Wisconsin-based Aurora Health Care Inc. will pay $12 million to settle allegations that it violated federal kickback and false claims laws.
According to the Justice Department, Aurora—which is part of Advocate Aurora Inc. and operates in Wisconsin, Illinois and the upper peninsula of Michigan—allegedly entered into compensation arrangements between 2008 and 2012 with two doctors “that were not commercially reasonable” and exceeded fair market value of the physicians’ services.
They said Aurora took into account the physicians’ anticipated referrals. Aurora is accused of then submitting claims to Medicare and Medicaid for services ordered by those physicians. Those actions are allegedly in violation of the Stark Law, which blocks the government from paying for services ordered by physicians with improper financial relationships with entities to whom they refer patients, and the False Claims Act, which bars an entity from knowingly submitting such claims to the government for payment.

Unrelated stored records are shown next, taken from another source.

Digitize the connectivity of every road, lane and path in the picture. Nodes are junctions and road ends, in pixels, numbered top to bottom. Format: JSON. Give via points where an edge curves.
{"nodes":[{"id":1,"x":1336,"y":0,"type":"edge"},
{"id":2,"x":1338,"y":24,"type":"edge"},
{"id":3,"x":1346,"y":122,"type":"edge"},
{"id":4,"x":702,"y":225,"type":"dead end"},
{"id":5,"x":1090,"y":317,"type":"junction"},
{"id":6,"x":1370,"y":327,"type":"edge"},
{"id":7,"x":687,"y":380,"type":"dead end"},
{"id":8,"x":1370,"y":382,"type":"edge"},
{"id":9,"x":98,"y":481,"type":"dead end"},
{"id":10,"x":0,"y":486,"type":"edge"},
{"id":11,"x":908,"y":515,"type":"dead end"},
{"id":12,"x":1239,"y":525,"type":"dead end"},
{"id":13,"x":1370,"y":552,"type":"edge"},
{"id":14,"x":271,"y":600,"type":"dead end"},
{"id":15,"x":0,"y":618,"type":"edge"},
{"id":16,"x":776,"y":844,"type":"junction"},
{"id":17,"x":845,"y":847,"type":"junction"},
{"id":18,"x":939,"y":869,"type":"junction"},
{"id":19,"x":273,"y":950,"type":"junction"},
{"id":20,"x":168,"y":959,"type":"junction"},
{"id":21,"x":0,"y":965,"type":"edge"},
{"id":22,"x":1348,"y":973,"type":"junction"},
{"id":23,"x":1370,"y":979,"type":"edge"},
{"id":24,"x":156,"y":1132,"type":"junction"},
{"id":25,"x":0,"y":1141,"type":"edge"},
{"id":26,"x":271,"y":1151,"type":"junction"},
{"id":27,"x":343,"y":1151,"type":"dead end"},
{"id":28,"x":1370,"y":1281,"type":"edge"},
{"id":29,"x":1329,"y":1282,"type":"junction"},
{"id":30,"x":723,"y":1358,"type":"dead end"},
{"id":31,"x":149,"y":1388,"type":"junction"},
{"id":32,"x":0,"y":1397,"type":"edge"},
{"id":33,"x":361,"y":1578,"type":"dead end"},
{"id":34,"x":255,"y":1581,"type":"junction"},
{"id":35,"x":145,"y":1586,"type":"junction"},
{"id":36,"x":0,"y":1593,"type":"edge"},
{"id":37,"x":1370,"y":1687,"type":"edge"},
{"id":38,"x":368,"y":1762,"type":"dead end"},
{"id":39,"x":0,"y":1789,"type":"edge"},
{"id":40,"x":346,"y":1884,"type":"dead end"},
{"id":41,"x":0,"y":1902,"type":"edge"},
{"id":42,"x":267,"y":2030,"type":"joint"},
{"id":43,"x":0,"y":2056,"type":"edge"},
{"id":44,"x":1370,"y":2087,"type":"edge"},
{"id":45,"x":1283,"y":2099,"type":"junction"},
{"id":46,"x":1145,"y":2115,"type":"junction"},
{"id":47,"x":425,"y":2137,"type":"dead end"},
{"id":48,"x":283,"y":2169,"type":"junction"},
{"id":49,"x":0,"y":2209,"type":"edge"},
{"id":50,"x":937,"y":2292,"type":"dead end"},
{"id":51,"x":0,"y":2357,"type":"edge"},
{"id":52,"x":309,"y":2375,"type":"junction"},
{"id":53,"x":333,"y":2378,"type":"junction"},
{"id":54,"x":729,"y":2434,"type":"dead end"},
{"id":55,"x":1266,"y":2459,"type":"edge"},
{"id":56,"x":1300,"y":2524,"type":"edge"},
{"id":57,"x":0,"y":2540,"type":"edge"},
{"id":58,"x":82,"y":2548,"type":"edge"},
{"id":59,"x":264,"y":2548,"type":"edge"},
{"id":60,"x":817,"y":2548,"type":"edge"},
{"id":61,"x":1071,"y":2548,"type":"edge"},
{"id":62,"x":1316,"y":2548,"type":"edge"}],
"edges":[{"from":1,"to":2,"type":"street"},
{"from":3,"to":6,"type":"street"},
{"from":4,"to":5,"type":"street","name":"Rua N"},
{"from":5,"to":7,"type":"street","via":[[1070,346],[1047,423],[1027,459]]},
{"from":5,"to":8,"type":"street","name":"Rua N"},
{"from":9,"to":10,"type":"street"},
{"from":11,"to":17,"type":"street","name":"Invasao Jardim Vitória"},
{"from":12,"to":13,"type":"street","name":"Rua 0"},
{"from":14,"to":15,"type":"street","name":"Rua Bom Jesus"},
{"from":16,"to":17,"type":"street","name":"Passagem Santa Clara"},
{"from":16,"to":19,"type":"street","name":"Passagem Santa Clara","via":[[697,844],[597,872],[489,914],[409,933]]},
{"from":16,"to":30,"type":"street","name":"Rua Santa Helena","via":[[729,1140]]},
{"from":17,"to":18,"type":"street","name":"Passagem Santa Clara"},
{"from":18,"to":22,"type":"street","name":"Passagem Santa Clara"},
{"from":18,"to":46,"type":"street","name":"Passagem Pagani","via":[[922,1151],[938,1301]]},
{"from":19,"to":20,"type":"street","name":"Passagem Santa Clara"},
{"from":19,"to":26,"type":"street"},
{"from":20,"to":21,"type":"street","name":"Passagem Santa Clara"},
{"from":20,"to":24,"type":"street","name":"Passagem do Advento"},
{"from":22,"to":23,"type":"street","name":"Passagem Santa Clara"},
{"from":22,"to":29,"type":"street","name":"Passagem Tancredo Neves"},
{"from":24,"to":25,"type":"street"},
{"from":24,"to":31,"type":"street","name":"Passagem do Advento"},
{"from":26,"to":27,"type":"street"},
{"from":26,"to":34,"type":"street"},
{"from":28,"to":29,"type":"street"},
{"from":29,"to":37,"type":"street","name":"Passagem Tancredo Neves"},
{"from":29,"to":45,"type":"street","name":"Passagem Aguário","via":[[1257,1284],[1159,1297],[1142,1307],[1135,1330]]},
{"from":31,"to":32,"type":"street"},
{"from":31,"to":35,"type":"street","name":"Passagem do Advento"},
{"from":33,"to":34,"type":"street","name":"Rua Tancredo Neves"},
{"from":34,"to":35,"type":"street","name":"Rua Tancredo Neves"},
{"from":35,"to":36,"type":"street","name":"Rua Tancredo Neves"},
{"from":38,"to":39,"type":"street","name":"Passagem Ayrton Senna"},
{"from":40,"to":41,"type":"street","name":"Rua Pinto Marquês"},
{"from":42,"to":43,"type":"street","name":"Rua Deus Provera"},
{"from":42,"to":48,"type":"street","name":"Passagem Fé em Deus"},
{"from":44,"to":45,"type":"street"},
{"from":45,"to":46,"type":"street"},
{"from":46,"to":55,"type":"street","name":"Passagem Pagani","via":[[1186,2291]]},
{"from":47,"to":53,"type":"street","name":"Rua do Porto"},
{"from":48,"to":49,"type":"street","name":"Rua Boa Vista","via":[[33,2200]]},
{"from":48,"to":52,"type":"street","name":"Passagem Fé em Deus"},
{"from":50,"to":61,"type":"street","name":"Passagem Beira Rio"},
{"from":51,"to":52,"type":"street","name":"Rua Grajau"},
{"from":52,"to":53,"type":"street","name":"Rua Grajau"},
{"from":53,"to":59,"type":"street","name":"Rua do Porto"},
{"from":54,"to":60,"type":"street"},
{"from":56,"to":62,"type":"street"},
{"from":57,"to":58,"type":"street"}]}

“This $12 million settlement demonstrates how these violations have a significant and direct economic impact on the healthcare industry,” said FBI Special Agent in Charge Justin Tolomeo in a statement. “Our priority is to protect consumers and hold accountable those in the healthcare system who misuse the Medicare and Medicaid programs.”
The investigation that discovered the allegedly improper compensation arrangements resulted from a whistleblower lawsuit, and whistleblowers will recover a portion of the settlement.